• **What is being asked**
A faithful copy of every entry, with the pictures removed, is what is needed here.

-- Dataset excerpts follows --

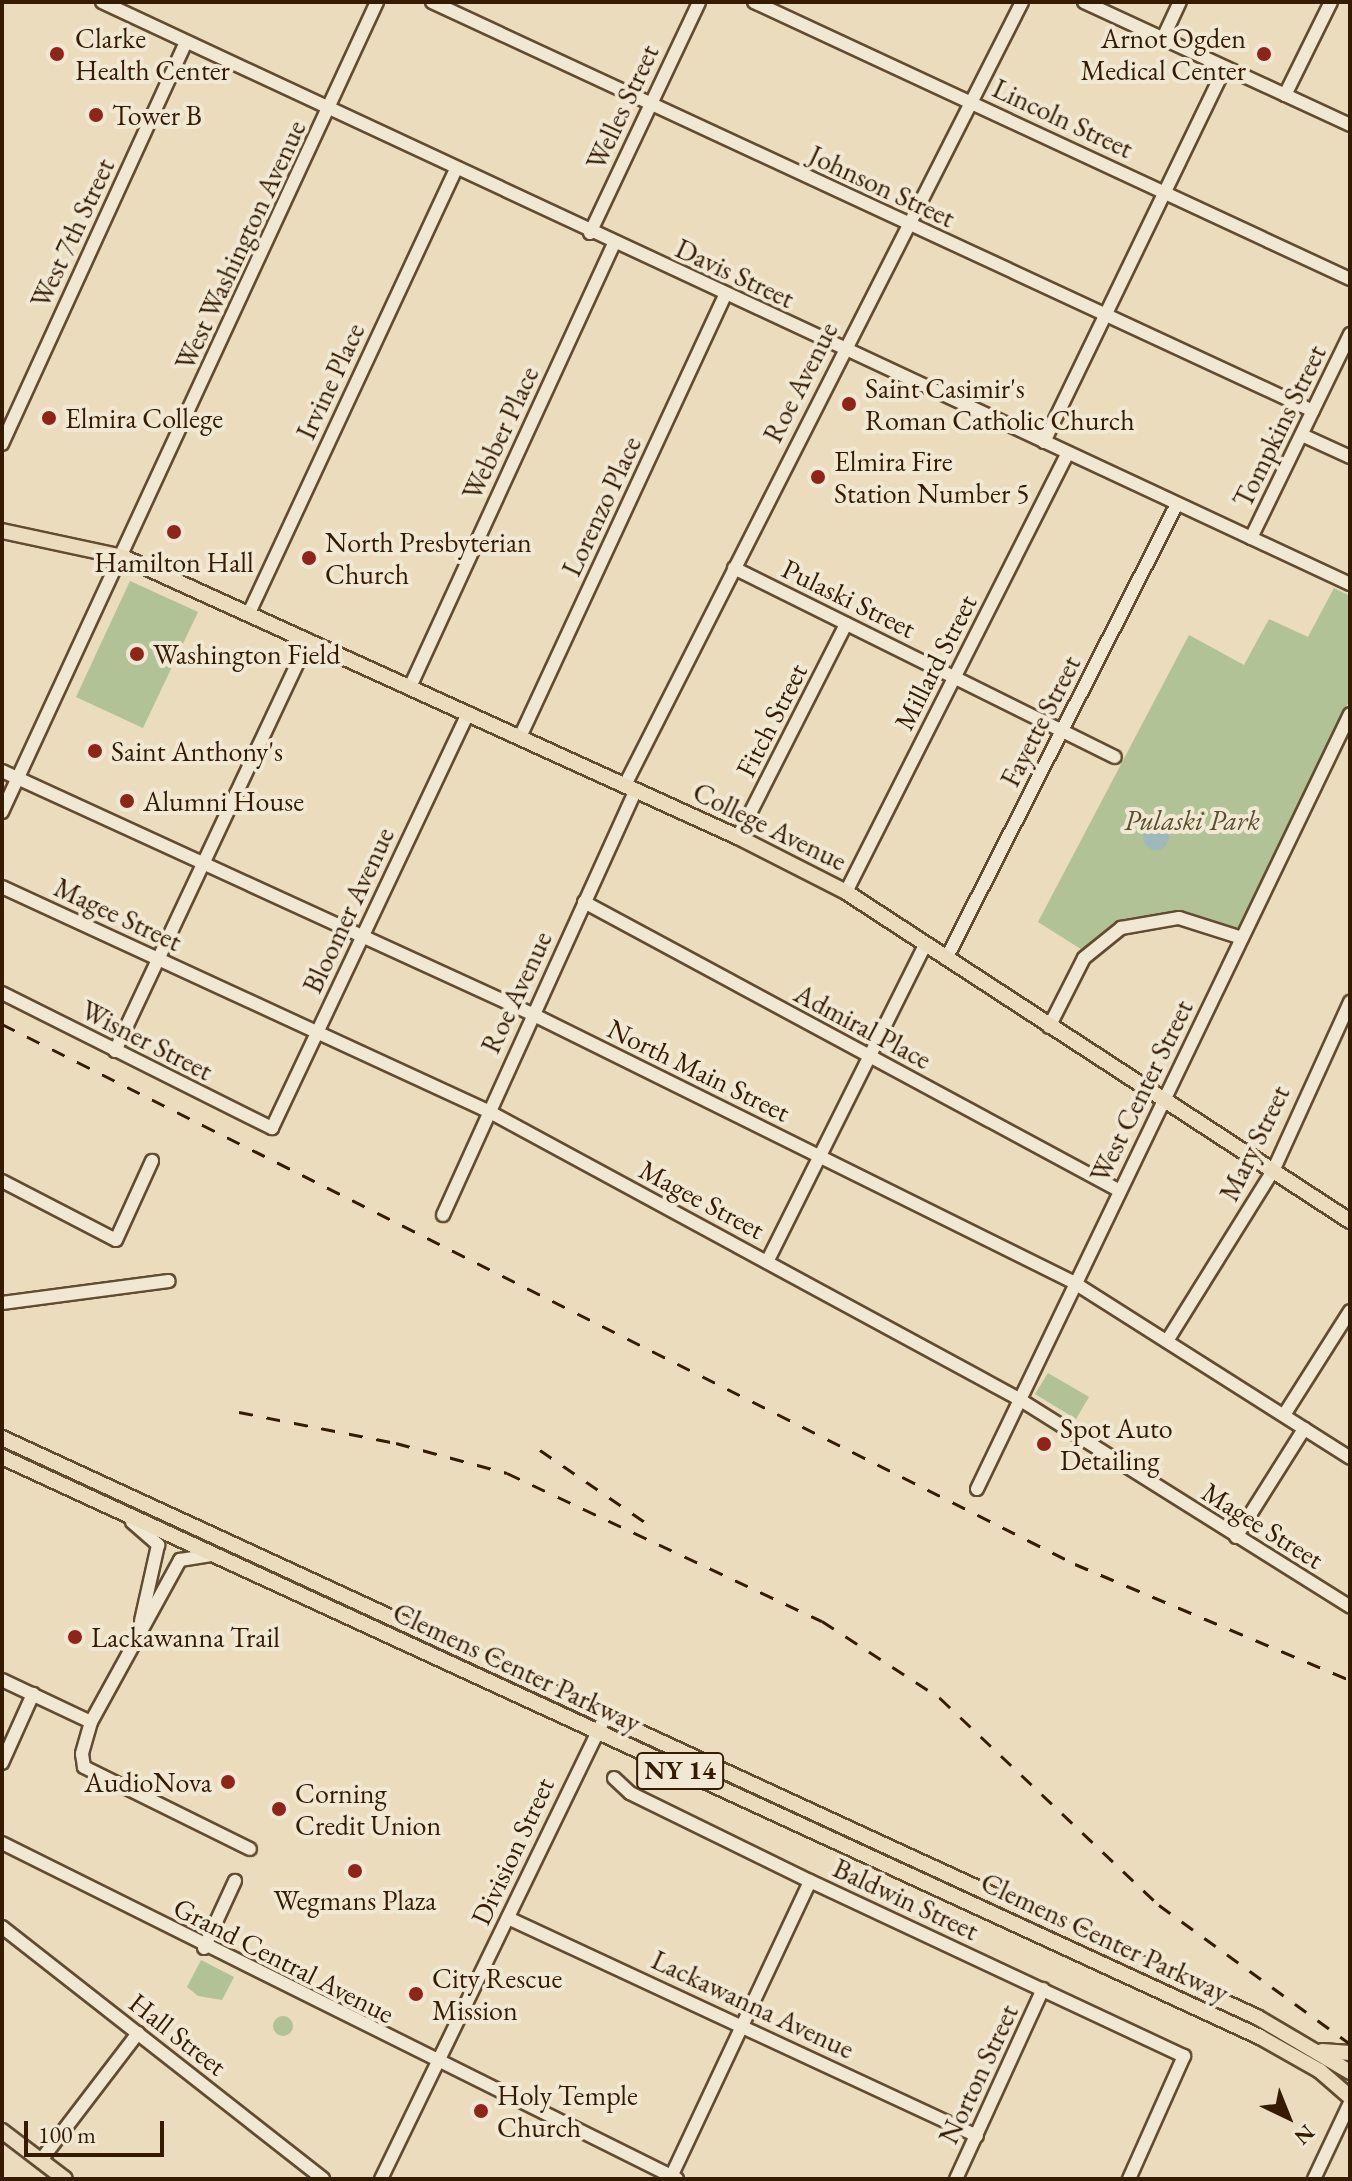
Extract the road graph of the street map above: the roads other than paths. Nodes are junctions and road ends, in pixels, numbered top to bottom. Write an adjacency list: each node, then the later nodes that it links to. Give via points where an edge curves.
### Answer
1 (102, 2): 11 (street, Davis Street)
2 (377, 2): 16 (street, West Washington Avenue)
3 (432, 2): 15 (street, Johnson Street)
4 (699, 2): 15 (street, Welles Street)
5 (754, 2): 14 (street, Lincoln Street)
6 (1022, 2): 14 (street, Roe Avenue)
7 (1084, 2): 10 (street)
8 (1180, 2): 10 (street)
9 (1331, 2): 13 (street)
10 (1163, 38): 12 (street)
11 (186, 42): 16 (street, Davis Street); 31 (street, West 7th Street)
12 (1225, 67): 13 (street); 19 (street)
13 (1285, 95): 17 (street)
14 (969, 101): 19 (street, Lincoln Street); 20 (street, Roe Avenue)
15 (649, 104): 20 (street, Johnson Street); 21 (street, Welles Street)
16 (330, 108): 18 (street, Davis Street); 37 (street, West Washington Avenue)
17 (1350, 125)
18 (456, 170): 21 (street, Davis Street); 40 (street, Irvine Place)
19 (1166, 192): 23 (street, Lincoln Street); 25 (street)
20 (907, 224): 25 (street, Johnson Street); 27 (street, Roe Avenue)
21 (590, 233): 22 (street, Davis Street)
22 (614, 243): 24 (street, Davis Street); 44 (street, Webber Place)
23 (1350, 279)
24 (725, 295): 27 (street, Davis Street); 48 (street, Lorenzo Place)
25 (1108, 316): 28 (street, Johnson Street); 30 (street)
26 (1350, 336): 28 (street, Tompkins Street)
27 (843, 351): 30 (street, Davis Street); 38 (street, Roe Avenue)
28 (1313, 411): 29 (street, Tompkins Street)
29 (1302, 435): 33 (street); 36 (street, Tompkins Street)
30 (1044, 442): 32 (street, Davis Street)
31 (2, 444)
32 (1067, 454): 34 (street, Davis Street); 43 (street, Millard Street)
33 (1350, 457)
34 (1177, 504): 36 (street, Davis Street); 47 (street, Fayette Street)
35 (2, 531): 37 (main road, College Avenue)
36 (1251, 538): 39 (street, Davis Street)
37 (123, 557): 40 (main road, College Avenue); 51 (street, West Washington Avenue)
38 (734, 568): 41 (street, Pulaski Street); 52 (street, Roe Avenue)
39 (1350, 584)
40 (249, 613): 42 (main road, College Avenue)
41 (846, 624): 43 (street, Pulaski Street); 54 (street, Fitch Street)
42 (308, 640): 44 (main road, College Avenue); 55 (street)
43 (954, 677): 47 (street, Pulaski Street); 57 (street, Millard Street)
44 (410, 687): 45 (main road, College Avenue)
45 (468, 713): 48 (main road, College Avenue); 59 (street, Bloomer Avenue)
46 (1350, 714): 60 (street, West Center Street)
47 (1062, 731): 49 (street, Pulaski Street); 63 (street, Fayette Street)
48 (520, 737): 52 (main road, College Avenue)
49 (1115, 757)
50 (2, 771): 51 (street, North Main Street)
51 (18, 779): 53 (street, West Washington Avenue); 55 (street, North Main Street)
52 (630, 788): 54 (main road, College Avenue); 58 (street, Roe Avenue)
53 (2, 812)
54 (738, 837): 57 (main road, College Avenue)
55 (203, 863): 59 (street, North Main Street); 62 (street)
56 (2, 887): 62 (street, Magee Street)
57 (846, 892): 61 (main road, College Avenue)
58 (584, 902): 66 (street, Roe Avenue); 70 (street, Admiral Place)
59 (362, 936): 66 (street, North Main Street); 68 (street, Bloomer Avenue)
60 (1242, 938): 67 (street, via 1179,918 1121,928 1084,958); 71 (street, West Center Street)
61 (924, 947): 63 (main road, College Avenue); 70 (street)
62 (159, 959): 68 (street, Magee Street); 69 (street)
63 (946, 959): 67 (main road, College Avenue)
64 (2, 993): 69 (street, Wisner Street)
65 (1350, 1002): 76 (street, Mary Street)
66 (532, 1014): 72 (street, Roe Avenue); 74 (street, North Main Street)
67 (1049, 1027): 71 (main road, College Avenue)
68 (317, 1032): 72 (street, Magee Street); 73 (street, Bloomer Avenue)
69 (115, 1051): 73 (street, Wisner Street)
70 (870, 1057): 74 (street); 78 (street, Admiral Place)
71 (1163, 1100): 76 (main road, College Avenue); 78 (street, West Center Street)
72 (488, 1111): 79 (street, Roe Avenue); 81 (street, Magee Street)
73 (272, 1128)
74 (820, 1157): 81 (street); 83 (street, North Main Street)
75 (152, 1161): 77 (street, via 116,1240)
76 (1273, 1171): 80 (main road, College Avenue); 86 (street, Mary Street)
77 (2, 1181)
78 (1120, 1191): 83 (street, West Center Street)
79 (443, 1215)
80 (1350, 1221)
81 (767, 1262): 87 (street, Magee Street)
82 (169, 1281): 84 (street)
83 (1073, 1282): 86 (street, North Main Street); 87 (street, West Center Street)
84 (2, 1303)
85 (1350, 1311): 88 (street)
86 (1167, 1341): 88 (street, North Main Street)
87 (1019, 1399): 93 (street, West Center Street); 95 (street, Magee Street)
88 (1284, 1415): 89 (street, North Main Street)
89 (1304, 1429): 92 (street, North Main Street); 95 (street)
90 (2, 1438): 101 (main road, Clemens Center Parkway / NY 14)
91 (2, 1457): 94 (main road, Clemens Center Parkway / NY 14)
92 (1350, 1458)
93 (977, 1489)
94 (118, 1511): 96 (main road, Clemens Center Parkway / NY 14); 98 (street, via 158,1545)
95 (1236, 1537): 97 (street, Magee Street)
96 (213, 1555): 98 (street, via 180,1560); 103 (main road, Clemens Center Parkway / NY 14)
97 (1350, 1607)
98 (140, 1628): 102 (street)
99 (2, 1680): 100 (street)
100 (33, 1694): 102 (street); 104 (street)
101 (605, 1717): 103 (street, Division Street); 116 (main road, Clemens Center Parkway / NY 14, via 1257,2017)
102 (91, 1722): 107 (street, via 84,1767)
103 (597, 1731): 110 (street, Division Street); 120 (main road, Clemens Center Parkway / NY 14, via 1260,2037 1320,2071)
104 (2, 1763)
105 (614, 1778): 109 (street, Baldwin Street, via 630,1793)
106 (2, 1843): 112 (street, Grand Central Avenue)
107 (250, 1849)
108 (235, 1881): 112 (street)
109 (810, 1881): 113 (street, Baldwin Street); 114 (street)
110 (508, 1918): 114 (street, Lackawanna Avenue); 118 (street, Division Street)
111 (2, 1927): 115 (street, Hall Street)
112 (204, 1948): 118 (street, Grand Central Avenue)
113 (1043, 1989): 122 (street, Norton Street); 129 (street, Baldwin Street, via 1184,2056)
114 (742, 2024): 122 (street, Lackawanna Avenue); 124 (street)
115 (138, 2033): 123 (street); 126 (street, Hall Street)
116 (1320, 2051): 117 (main road, NY 14); 119 (main road, Clemens Center Parkway / NY 14)
117 (1350, 2053)
118 (438, 2063): 124 (street, Grand Central Avenue); 127 (street, Division Street)
119 (1350, 2072)
120 (1350, 2100): 130 (street)
121 (2, 2131): 123 (main road)
122 (977, 2136): 128 (street, Norton Street)
123 (41, 2160): 125 (main road)
124 (673, 2178)
125 (65, 2179)
126 (323, 2179)
127 (381, 2179)
128 (956, 2179)
129 (1129, 2179)
130 (1314, 2179)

-- Dataset excerpts concluded --

• **Response to this exercise**
Extract the road graph of the street map above: the roads other than paths. Nodes are junctions and road ends, in pixels, numbered top to bottom. Write an adjacency list: each node, then the later nodes that it links to. Give via points where an edge curves.
### Answer
1 (102, 2): 11 (street, Davis Street)
2 (377, 2): 16 (street, West Washington Avenue)
3 (432, 2): 15 (street, Johnson Street)
4 (699, 2): 15 (street, Welles Street)
5 (754, 2): 14 (street, Lincoln Street)
6 (1022, 2): 14 (street, Roe Avenue)
7 (1084, 2): 10 (street)
8 (1180, 2): 10 (street)
9 (1331, 2): 13 (street)
10 (1163, 38): 12 (street)
11 (186, 42): 16 (street, Davis Street); 31 (street, West 7th Street)
12 (1225, 67): 13 (street); 19 (street)
13 (1285, 95): 17 (street)
14 (969, 101): 19 (street, Lincoln Street); 20 (street, Roe Avenue)
15 (649, 104): 20 (street, Johnson Street); 21 (street, Welles Street)
16 (330, 108): 18 (street, Davis Street); 37 (street, West Washington Avenue)
17 (1350, 125)
18 (456, 170): 21 (street, Davis Street); 40 (street, Irvine Place)
19 (1166, 192): 23 (street, Lincoln Street); 25 (street)
20 (907, 224): 25 (street, Johnson Street); 27 (street, Roe Avenue)
21 (590, 233): 22 (street, Davis Street)
22 (614, 243): 24 (street, Davis Street); 44 (street, Webber Place)
23 (1350, 279)
24 (725, 295): 27 (street, Davis Street); 48 (street, Lorenzo Place)
25 (1108, 316): 28 (street, Johnson Street); 30 (street)
26 (1350, 336): 28 (street, Tompkins Street)
27 (843, 351): 30 (street, Davis Street); 38 (street, Roe Avenue)
28 (1313, 411): 29 (street, Tompkins Street)
29 (1302, 435): 33 (street); 36 (street, Tompkins Street)
30 (1044, 442): 32 (street, Davis Street)
31 (2, 444)
32 (1067, 454): 34 (street, Davis Street); 43 (street, Millard Street)
33 (1350, 457)
34 (1177, 504): 36 (street, Davis Street); 47 (street, Fayette Street)
35 (2, 531): 37 (main road, College Avenue)
36 (1251, 538): 39 (street, Davis Street)
37 (123, 557): 40 (main road, College Avenue); 51 (street, West Washington Avenue)
38 (734, 568): 41 (street, Pulaski Street); 52 (street, Roe Avenue)
39 (1350, 584)
40 (249, 613): 42 (main road, College Avenue)
41 (846, 624): 43 (street, Pulaski Street); 54 (street, Fitch Street)
42 (308, 640): 44 (main road, College Avenue); 55 (street)
43 (954, 677): 47 (street, Pulaski Street); 57 (street, Millard Street)
44 (410, 687): 45 (main road, College Avenue)
45 (468, 713): 48 (main road, College Avenue); 59 (street, Bloomer Avenue)
46 (1350, 714): 60 (street, West Center Street)
47 (1062, 731): 49 (street, Pulaski Street); 63 (street, Fayette Street)
48 (520, 737): 52 (main road, College Avenue)
49 (1115, 757)
50 (2, 771): 51 (street, North Main Street)
51 (18, 779): 53 (street, West Washington Avenue); 55 (street, North Main Street)
52 (630, 788): 54 (main road, College Avenue); 58 (street, Roe Avenue)
53 (2, 812)
54 (738, 837): 57 (main road, College Avenue)
55 (203, 863): 59 (street, North Main Street); 62 (street)
56 (2, 887): 62 (street, Magee Street)
57 (846, 892): 61 (main road, College Avenue)
58 (584, 902): 66 (street, Roe Avenue); 70 (street, Admiral Place)
59 (362, 936): 66 (street, North Main Street); 68 (street, Bloomer Avenue)
60 (1242, 938): 67 (street, via 1179,918 1121,928 1084,958); 71 (street, West Center Street)
61 (924, 947): 63 (main road, College Avenue); 70 (street)
62 (159, 959): 68 (street, Magee Street); 69 (street)
63 (946, 959): 67 (main road, College Avenue)
64 (2, 993): 69 (street, Wisner Street)
65 (1350, 1002): 76 (street, Mary Street)
66 (532, 1014): 72 (street, Roe Avenue); 74 (street, North Main Street)
67 (1049, 1027): 71 (main road, College Avenue)
68 (317, 1032): 72 (street, Magee Street); 73 (street, Bloomer Avenue)
69 (115, 1051): 73 (street, Wisner Street)
70 (870, 1057): 74 (street); 78 (street, Admiral Place)
71 (1163, 1100): 76 (main road, College Avenue); 78 (street, West Center Street)
72 (488, 1111): 79 (street, Roe Avenue); 81 (street, Magee Street)
73 (272, 1128)
74 (820, 1157): 81 (street); 83 (street, North Main Street)
75 (152, 1161): 77 (street, via 116,1240)
76 (1273, 1171): 80 (main road, College Avenue); 86 (street, Mary Street)
77 (2, 1181)
78 (1120, 1191): 83 (street, West Center Street)
79 (443, 1215)
80 (1350, 1221)
81 (767, 1262): 87 (street, Magee Street)
82 (169, 1281): 84 (street)
83 (1073, 1282): 86 (street, North Main Street); 87 (street, West Center Street)
84 (2, 1303)
85 (1350, 1311): 88 (street)
86 (1167, 1341): 88 (street, North Main Street)
87 (1019, 1399): 93 (street, West Center Street); 95 (street, Magee Street)
88 (1284, 1415): 89 (street, North Main Street)
89 (1304, 1429): 92 (street, North Main Street); 95 (street)
90 (2, 1438): 101 (main road, Clemens Center Parkway / NY 14)
91 (2, 1457): 94 (main road, Clemens Center Parkway / NY 14)
92 (1350, 1458)
93 (977, 1489)
94 (118, 1511): 96 (main road, Clemens Center Parkway / NY 14); 98 (street, via 158,1545)
95 (1236, 1537): 97 (street, Magee Street)
96 (213, 1555): 98 (street, via 180,1560); 103 (main road, Clemens Center Parkway / NY 14)
97 (1350, 1607)
98 (140, 1628): 102 (street)
99 (2, 1680): 100 (street)
100 (33, 1694): 102 (street); 104 (street)
101 (605, 1717): 103 (street, Division Street); 116 (main road, Clemens Center Parkway / NY 14, via 1257,2017)
102 (91, 1722): 107 (street, via 84,1767)
103 (597, 1731): 110 (street, Division Street); 120 (main road, Clemens Center Parkway / NY 14, via 1260,2037 1320,2071)
104 (2, 1763)
105 (614, 1778): 109 (street, Baldwin Street, via 630,1793)
106 (2, 1843): 112 (street, Grand Central Avenue)
107 (250, 1849)
108 (235, 1881): 112 (street)
109 (810, 1881): 113 (street, Baldwin Street); 114 (street)
110 (508, 1918): 114 (street, Lackawanna Avenue); 118 (street, Division Street)
111 (2, 1927): 115 (street, Hall Street)
112 (204, 1948): 118 (street, Grand Central Avenue)
113 (1043, 1989): 122 (street, Norton Street); 129 (street, Baldwin Street, via 1184,2056)
114 (742, 2024): 122 (street, Lackawanna Avenue); 124 (street)
115 (138, 2033): 123 (street); 126 (street, Hall Street)
116 (1320, 2051): 117 (main road, NY 14); 119 (main road, Clemens Center Parkway / NY 14)
117 (1350, 2053)
118 (438, 2063): 124 (street, Grand Central Avenue); 127 (street, Division Street)
119 (1350, 2072)
120 (1350, 2100): 130 (street)
121 (2, 2131): 123 (main road)
122 (977, 2136): 128 (street, Norton Street)
123 (41, 2160): 125 (main road)
124 (673, 2178)
125 (65, 2179)
126 (323, 2179)
127 (381, 2179)
128 (956, 2179)
129 (1129, 2179)
130 (1314, 2179)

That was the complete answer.